== Information shown ==

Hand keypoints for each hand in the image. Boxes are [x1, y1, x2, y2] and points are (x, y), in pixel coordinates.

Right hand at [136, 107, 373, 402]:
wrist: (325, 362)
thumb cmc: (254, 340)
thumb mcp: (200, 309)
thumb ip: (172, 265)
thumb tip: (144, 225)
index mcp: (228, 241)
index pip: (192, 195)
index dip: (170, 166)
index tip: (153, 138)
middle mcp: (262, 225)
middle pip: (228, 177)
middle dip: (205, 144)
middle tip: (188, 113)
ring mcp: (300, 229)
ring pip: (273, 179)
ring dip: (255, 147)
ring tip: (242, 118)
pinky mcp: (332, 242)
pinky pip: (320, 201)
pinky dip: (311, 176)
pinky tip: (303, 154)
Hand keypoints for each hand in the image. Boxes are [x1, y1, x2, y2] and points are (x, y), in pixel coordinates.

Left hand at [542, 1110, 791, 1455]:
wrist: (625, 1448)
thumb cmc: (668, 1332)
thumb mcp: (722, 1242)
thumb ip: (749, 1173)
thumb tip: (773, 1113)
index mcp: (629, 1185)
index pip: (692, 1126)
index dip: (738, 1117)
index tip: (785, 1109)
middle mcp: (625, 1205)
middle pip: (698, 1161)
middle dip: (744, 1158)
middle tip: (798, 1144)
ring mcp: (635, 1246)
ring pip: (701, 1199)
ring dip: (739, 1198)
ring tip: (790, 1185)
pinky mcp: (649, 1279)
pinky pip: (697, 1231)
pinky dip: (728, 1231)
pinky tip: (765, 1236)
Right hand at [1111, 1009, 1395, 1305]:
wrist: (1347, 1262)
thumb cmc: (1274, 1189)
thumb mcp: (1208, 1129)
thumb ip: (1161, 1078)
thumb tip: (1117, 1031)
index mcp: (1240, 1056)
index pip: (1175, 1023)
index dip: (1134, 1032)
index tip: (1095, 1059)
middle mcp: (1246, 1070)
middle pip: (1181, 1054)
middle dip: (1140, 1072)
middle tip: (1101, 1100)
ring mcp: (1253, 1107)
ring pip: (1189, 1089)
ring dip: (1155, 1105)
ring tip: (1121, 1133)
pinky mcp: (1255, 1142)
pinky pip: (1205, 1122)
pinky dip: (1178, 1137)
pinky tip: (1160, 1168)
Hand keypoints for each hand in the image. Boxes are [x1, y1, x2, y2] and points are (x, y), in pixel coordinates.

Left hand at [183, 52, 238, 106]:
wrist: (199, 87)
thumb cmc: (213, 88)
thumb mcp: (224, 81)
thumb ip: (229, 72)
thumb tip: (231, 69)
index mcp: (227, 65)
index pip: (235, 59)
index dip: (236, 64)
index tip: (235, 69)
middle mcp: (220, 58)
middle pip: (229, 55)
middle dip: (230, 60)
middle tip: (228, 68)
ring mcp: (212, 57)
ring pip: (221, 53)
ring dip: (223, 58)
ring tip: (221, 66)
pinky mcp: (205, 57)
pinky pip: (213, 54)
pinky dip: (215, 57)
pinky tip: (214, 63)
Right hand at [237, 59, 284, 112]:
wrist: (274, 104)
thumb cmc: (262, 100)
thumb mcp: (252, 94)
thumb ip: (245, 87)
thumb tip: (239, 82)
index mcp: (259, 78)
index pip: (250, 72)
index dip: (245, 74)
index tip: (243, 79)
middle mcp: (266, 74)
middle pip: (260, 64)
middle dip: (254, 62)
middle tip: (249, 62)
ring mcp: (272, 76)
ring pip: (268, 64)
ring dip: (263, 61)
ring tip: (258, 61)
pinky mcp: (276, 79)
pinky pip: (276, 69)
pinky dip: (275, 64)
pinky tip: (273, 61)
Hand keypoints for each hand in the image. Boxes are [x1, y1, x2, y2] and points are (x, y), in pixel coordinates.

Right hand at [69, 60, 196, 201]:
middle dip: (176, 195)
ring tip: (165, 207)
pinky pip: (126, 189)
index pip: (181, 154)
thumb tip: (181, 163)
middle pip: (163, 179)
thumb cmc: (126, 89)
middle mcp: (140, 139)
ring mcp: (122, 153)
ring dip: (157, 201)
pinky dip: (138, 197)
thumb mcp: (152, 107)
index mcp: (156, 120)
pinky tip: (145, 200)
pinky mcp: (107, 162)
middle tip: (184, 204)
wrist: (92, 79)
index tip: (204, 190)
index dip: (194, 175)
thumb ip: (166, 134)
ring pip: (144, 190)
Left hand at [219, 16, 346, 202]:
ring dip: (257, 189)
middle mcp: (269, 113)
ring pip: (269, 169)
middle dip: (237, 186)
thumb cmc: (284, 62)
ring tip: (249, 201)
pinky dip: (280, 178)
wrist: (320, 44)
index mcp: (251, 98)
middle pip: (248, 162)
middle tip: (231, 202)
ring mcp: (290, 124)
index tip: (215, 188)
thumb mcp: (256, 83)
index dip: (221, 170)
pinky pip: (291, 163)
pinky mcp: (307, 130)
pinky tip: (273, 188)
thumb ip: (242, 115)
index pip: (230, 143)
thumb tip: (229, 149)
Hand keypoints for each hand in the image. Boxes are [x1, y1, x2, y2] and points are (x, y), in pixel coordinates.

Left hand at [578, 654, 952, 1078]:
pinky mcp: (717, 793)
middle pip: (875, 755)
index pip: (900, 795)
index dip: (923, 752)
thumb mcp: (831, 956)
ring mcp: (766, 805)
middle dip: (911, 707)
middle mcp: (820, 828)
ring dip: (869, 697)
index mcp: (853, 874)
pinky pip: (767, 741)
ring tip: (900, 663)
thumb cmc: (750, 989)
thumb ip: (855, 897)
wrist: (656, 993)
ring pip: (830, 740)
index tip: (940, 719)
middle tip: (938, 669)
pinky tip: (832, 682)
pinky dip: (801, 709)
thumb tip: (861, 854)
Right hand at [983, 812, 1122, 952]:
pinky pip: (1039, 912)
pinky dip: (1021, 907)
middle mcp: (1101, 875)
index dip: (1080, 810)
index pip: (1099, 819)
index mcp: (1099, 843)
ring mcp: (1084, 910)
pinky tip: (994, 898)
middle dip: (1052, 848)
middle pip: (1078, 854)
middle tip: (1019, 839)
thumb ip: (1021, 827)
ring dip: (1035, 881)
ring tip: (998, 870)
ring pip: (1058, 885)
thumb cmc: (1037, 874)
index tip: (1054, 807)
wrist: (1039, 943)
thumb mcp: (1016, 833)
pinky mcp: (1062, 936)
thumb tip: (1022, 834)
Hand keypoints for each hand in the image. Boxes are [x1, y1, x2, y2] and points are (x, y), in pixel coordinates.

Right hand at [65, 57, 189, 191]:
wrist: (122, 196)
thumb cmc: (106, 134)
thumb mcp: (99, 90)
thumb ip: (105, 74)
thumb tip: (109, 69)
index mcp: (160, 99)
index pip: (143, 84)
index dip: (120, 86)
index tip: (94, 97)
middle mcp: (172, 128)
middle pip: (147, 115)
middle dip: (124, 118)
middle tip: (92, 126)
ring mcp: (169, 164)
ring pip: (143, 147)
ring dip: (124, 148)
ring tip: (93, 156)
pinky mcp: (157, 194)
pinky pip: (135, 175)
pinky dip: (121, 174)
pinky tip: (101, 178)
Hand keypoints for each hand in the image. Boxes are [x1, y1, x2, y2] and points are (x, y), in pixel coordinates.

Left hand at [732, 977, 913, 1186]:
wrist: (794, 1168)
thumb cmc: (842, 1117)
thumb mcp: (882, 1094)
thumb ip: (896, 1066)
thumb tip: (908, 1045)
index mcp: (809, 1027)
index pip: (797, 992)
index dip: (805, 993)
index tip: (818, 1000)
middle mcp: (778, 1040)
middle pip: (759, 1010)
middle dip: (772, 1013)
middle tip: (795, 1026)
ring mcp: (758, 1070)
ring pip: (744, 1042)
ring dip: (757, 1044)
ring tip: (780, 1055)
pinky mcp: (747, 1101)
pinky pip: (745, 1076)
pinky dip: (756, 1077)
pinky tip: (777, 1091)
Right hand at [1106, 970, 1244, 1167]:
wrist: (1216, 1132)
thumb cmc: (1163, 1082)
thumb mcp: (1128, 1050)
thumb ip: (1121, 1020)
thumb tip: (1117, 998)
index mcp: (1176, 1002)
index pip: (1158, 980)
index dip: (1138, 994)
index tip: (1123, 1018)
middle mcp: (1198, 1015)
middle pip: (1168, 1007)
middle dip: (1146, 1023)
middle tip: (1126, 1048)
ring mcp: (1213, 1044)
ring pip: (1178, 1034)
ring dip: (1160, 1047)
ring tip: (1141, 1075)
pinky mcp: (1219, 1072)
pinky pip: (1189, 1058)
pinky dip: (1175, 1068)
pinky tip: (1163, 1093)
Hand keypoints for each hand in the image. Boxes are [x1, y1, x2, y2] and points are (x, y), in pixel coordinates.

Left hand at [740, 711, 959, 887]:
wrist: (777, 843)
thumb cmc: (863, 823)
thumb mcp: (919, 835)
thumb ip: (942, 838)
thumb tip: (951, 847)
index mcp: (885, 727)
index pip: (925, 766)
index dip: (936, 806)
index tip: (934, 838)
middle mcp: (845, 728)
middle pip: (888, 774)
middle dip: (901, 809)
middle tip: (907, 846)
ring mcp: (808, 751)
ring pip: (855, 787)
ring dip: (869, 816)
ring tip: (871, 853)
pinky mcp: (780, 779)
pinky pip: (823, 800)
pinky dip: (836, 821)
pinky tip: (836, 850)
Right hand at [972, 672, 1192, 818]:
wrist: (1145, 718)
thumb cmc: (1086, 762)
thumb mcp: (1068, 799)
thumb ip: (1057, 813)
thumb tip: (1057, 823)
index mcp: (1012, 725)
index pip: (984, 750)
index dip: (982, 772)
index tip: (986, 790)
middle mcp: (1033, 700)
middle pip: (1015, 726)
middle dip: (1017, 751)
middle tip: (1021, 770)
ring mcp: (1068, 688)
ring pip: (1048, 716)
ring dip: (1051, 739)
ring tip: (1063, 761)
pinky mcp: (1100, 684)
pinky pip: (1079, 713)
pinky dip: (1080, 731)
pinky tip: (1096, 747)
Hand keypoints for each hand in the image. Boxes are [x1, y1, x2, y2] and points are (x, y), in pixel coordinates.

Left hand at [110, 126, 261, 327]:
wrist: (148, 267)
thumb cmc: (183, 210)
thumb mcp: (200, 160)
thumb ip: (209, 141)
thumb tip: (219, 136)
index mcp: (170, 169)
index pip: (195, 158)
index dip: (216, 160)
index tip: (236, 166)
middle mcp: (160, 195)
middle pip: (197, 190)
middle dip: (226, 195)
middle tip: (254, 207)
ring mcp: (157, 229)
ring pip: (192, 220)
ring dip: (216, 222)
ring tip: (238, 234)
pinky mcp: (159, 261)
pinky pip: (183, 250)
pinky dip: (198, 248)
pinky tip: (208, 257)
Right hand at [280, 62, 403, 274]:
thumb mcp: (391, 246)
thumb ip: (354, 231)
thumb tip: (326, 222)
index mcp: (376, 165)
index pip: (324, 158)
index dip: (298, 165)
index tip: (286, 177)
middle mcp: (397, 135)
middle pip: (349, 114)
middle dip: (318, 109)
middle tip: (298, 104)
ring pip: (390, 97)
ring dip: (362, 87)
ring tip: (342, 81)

===

#### [What the task asks]
Reproduce only the lines above spanning from the line containing "middle tip: (184, 204)" through the line containing "pinky pip: (291, 163)", word for word.

#### [Answer to the problem]
middle tip: (184, 204)
wrist: (92, 79)
index tip: (204, 190)
index dip: (194, 175)
thumb ip: (166, 134)
ring pip: (144, 190)
Left hand at [219, 16, 346, 202]:
ring dip: (257, 189)
middle mcp: (269, 113)
ring pip: (269, 169)
middle dip: (237, 186)
thumb cmc: (284, 62)
ring tip: (249, 201)
pinky dip: (280, 178)
wrist: (320, 44)
index mcp: (251, 98)
middle pip: (248, 162)
middle tip: (231, 202)
ring mcp: (290, 124)
index tip: (215, 188)
thumb mcp: (256, 83)
index dip: (221, 170)
pinky pip: (291, 163)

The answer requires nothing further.